Ecco cosa accade: dai una prima lettura al testo, poi inizi a tradurre così all’impronta, poi rileggi e ti rendi conto che così non va, allora torni indietro e approfondisci la lettura del testo, a quel punto decidi di partire per una ricerca terminologica le cui fonti sono perse o nascoste nel web, dopo aver gioito dei ritrovamenti fatti sul web, è ora di dare ordine alla struttura della frase, ti assalgono i dubbi della sintassi, riesci a sconfiggerli e piena di coraggio vai avanti, riguardi lo stile, hai finito. Sì… una frase!

E poi, frase dopo frase, accade qualcosa di miracoloso: sei entrato nel testo e lo senti tuo.

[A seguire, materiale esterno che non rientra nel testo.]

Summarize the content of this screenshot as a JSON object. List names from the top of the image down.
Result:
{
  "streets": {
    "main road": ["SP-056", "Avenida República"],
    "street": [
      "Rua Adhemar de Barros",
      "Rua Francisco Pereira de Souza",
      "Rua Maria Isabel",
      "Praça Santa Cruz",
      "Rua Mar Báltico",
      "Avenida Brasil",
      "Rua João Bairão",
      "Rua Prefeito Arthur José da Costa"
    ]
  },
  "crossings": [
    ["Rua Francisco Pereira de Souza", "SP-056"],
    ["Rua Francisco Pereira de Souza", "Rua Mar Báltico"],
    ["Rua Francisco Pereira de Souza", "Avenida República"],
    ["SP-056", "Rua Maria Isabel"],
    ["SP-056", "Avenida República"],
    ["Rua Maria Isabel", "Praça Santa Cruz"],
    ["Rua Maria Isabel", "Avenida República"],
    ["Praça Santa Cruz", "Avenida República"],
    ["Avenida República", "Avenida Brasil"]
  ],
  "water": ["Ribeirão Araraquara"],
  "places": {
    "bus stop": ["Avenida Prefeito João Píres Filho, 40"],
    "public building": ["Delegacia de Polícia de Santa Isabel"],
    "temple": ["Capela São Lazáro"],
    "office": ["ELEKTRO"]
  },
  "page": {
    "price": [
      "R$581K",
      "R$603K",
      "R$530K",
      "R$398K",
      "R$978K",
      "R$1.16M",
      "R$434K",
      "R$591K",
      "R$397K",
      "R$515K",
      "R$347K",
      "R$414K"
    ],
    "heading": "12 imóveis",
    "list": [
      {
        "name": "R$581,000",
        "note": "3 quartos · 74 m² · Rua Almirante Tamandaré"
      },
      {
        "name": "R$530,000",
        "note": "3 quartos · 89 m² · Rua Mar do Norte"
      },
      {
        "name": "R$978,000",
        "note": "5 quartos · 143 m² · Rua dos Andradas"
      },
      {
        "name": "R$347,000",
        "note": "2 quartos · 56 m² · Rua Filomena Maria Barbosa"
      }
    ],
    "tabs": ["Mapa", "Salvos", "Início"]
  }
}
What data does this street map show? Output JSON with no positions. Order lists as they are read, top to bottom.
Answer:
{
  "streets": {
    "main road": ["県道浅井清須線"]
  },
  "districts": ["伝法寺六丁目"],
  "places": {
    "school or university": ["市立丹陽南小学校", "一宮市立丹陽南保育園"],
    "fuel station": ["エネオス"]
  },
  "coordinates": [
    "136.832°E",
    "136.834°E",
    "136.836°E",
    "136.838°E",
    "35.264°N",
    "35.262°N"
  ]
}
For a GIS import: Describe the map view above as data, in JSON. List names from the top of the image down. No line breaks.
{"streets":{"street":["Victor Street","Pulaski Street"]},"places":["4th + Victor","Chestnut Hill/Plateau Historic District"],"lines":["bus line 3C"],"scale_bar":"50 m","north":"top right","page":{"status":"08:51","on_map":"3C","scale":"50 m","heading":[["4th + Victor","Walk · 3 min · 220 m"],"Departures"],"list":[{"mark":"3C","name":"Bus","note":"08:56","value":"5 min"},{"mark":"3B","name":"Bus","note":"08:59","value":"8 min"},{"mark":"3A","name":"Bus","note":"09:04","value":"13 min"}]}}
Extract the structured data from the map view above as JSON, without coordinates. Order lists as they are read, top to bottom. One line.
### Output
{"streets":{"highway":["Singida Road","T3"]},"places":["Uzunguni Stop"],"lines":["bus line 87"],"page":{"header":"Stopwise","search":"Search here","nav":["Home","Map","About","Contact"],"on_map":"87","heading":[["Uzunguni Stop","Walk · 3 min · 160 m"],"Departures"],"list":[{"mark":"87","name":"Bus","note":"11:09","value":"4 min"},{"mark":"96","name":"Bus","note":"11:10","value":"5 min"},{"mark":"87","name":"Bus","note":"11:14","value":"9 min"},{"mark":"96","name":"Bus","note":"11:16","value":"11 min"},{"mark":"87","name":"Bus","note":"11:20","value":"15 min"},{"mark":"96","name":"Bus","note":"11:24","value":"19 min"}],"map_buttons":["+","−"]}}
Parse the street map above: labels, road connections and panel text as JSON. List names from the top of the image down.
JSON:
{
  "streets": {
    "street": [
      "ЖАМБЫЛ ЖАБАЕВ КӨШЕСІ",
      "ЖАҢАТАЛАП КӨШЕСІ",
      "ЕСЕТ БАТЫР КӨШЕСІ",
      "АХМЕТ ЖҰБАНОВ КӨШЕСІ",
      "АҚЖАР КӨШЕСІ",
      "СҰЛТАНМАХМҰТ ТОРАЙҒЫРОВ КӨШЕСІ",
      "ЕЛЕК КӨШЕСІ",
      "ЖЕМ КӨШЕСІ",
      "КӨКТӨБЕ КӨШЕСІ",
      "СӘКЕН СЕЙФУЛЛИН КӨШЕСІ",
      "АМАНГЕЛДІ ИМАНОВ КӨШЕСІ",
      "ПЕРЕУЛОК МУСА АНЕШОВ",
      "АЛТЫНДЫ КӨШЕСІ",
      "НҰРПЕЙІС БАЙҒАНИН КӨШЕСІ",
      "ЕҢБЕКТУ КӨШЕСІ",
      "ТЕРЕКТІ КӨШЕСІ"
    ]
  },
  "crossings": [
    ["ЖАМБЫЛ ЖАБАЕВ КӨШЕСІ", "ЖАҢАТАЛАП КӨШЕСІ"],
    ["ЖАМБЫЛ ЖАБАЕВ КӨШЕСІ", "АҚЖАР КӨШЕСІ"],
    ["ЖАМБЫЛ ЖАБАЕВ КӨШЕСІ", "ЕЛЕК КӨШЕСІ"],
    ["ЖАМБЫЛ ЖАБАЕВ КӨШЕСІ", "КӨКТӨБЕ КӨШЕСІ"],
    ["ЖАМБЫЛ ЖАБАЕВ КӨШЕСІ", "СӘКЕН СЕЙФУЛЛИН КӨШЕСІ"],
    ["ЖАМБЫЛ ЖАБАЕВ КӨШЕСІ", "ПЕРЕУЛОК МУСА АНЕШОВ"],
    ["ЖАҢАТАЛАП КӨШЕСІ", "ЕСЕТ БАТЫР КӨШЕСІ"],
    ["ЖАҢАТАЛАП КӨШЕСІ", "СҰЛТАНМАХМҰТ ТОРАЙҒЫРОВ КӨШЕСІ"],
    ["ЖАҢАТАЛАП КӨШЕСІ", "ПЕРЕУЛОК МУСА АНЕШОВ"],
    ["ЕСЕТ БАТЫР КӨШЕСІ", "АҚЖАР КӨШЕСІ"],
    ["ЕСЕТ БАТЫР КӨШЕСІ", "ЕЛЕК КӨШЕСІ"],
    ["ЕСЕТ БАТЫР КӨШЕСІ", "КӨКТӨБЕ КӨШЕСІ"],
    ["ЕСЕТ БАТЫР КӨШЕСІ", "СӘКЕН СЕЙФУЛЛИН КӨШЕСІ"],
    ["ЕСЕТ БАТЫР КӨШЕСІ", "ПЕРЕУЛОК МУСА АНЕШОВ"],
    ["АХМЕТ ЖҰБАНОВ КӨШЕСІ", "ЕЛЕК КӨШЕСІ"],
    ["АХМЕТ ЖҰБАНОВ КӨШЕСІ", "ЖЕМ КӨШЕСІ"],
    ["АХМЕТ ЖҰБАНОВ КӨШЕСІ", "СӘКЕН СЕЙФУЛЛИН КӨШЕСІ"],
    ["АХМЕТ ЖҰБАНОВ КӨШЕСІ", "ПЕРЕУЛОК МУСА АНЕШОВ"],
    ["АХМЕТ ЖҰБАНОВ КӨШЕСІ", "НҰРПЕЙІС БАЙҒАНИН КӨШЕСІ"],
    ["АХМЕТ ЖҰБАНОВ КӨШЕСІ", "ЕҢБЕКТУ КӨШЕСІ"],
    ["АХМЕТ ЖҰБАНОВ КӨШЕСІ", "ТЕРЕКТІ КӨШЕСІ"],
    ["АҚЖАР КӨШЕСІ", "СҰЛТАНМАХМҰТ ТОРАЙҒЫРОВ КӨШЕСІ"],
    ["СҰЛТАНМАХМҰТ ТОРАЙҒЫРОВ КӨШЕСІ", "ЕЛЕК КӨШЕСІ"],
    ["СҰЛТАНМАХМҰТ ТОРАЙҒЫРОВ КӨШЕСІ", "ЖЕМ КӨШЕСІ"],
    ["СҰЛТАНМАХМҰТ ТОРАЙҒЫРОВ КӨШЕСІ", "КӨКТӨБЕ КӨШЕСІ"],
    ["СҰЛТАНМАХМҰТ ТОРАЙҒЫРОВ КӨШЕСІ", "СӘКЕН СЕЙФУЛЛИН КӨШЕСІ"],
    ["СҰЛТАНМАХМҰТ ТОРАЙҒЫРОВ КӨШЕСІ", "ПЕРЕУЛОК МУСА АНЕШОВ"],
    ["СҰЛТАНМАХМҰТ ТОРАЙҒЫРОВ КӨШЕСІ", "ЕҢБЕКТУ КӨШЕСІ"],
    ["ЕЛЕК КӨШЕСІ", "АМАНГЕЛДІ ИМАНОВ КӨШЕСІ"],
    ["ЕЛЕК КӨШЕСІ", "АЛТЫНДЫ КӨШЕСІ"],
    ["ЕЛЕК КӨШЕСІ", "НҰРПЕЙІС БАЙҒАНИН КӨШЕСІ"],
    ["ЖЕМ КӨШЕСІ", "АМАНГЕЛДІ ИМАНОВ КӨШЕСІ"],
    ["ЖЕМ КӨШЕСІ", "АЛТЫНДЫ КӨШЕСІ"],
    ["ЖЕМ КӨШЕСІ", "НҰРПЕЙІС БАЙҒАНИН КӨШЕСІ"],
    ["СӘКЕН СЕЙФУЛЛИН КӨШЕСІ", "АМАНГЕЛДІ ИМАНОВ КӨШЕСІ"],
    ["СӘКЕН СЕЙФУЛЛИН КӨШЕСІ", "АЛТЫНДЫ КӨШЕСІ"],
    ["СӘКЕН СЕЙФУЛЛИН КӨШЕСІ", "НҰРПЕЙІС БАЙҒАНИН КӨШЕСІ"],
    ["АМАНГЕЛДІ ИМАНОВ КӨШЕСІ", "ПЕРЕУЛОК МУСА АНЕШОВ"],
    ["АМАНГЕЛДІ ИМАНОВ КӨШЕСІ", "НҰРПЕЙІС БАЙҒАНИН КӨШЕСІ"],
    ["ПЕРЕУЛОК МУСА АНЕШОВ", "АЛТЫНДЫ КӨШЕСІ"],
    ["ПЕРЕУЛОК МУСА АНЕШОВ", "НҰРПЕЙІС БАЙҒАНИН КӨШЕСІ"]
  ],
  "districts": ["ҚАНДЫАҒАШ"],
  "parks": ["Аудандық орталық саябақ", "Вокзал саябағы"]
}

Questo è tradurre. Tradurre scienza, tradurre arte, tradurre narrativa, tradurre poesia, tradurre musica, tradurre cinema, ecc.

È, ad ogni costo, tradurre.

6 Comments

  1. Pur essendo nella stessa situazione, non ho sentito questo dilemma. Il segreto è proprio nella lingua, anzi nella terminologia ;-). La corretta distinzione è a mio parere fra traduttrice editoriale (lavora per case editrici, e quindi traduca ad esempio sia romanzi che ricette da cucina ecc. ecc.) e quella …. e qui manca la parola in italiano. In tedesco esiste il termine Fachübersetzungen che si potrebbe tradurre con “traduzioni settoriali” e che comprende tutte le altre categorie di traduzioni: legali, economiche e tecniche in senso stretto ecc. per committenti che non sono case editrici. Poi esiste ancora una categoria: l’adattamento pubblicitario, che si avvicina di più alla traduzione editoriale.

    Un saluto da una traduttrice settoriale e adattatrice 😉

  2. Paola

    Da collega, io dico che sei una 3)! Ti dirò che non vedo (più) la necessità di distinguere così tanto, almeno tra di noi e con te stessa
    (i clienti sono un’altra cosa perché vogliono certezze). Riconosco anche tanto l’atteggiamento “sociale” degli altri: non sei dottore, non sei ingegnere, né farmacista o prof… inoltre sei sempre a casa, che cappero fai? non lavori, ovviamente. Coraggio! Siamo in tanti a capirti!

  3. Grazie Paola e Marisa,
    chissà che in futuro qualcuna di noi non riesca a creare un neologismo che descriva qual è in effetti, nella pratica, la sostanza di questo nostro bellissimo lavoro in tutte le sue mille sfaccettature!